Write out every entry again exactly as it stands.
-=-=-=-=-
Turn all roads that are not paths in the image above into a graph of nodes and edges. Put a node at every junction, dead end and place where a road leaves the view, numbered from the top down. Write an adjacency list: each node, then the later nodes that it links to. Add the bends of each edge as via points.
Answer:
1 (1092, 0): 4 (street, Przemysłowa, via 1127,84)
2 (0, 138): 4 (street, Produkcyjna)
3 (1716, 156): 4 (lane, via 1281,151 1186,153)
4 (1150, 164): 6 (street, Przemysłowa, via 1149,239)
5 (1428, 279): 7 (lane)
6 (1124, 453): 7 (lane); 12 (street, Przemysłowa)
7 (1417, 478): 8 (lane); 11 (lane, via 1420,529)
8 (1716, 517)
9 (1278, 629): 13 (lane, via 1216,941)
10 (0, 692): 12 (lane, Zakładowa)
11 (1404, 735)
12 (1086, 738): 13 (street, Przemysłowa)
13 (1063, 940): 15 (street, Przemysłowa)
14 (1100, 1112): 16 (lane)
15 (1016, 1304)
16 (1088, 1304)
-=-=-=-=-
◆ **SOLUTION TO THIS TASK**
Turn all roads that are not paths in the image above into a graph of nodes and edges. Put a node at every junction, dead end and place where a road leaves the view, numbered from the top down. Write an adjacency list: each node, then the later nodes that it links to. Add the bends of each edge as via points.
Answer:
1 (1092, 0): 4 (street, Przemysłowa, via 1127,84)
2 (0, 138): 4 (street, Produkcyjna)
3 (1716, 156): 4 (lane, via 1281,151 1186,153)
4 (1150, 164): 6 (street, Przemysłowa, via 1149,239)
5 (1428, 279): 7 (lane)
6 (1124, 453): 7 (lane); 12 (street, Przemysłowa)
7 (1417, 478): 8 (lane); 11 (lane, via 1420,529)
8 (1716, 517)
9 (1278, 629): 13 (lane, via 1216,941)
10 (0, 692): 12 (lane, Zakładowa)
11 (1404, 735)
12 (1086, 738): 13 (street, Przemysłowa)
13 (1063, 940): 15 (street, Przemysłowa)
14 (1100, 1112): 16 (lane)
15 (1016, 1304)
16 (1088, 1304)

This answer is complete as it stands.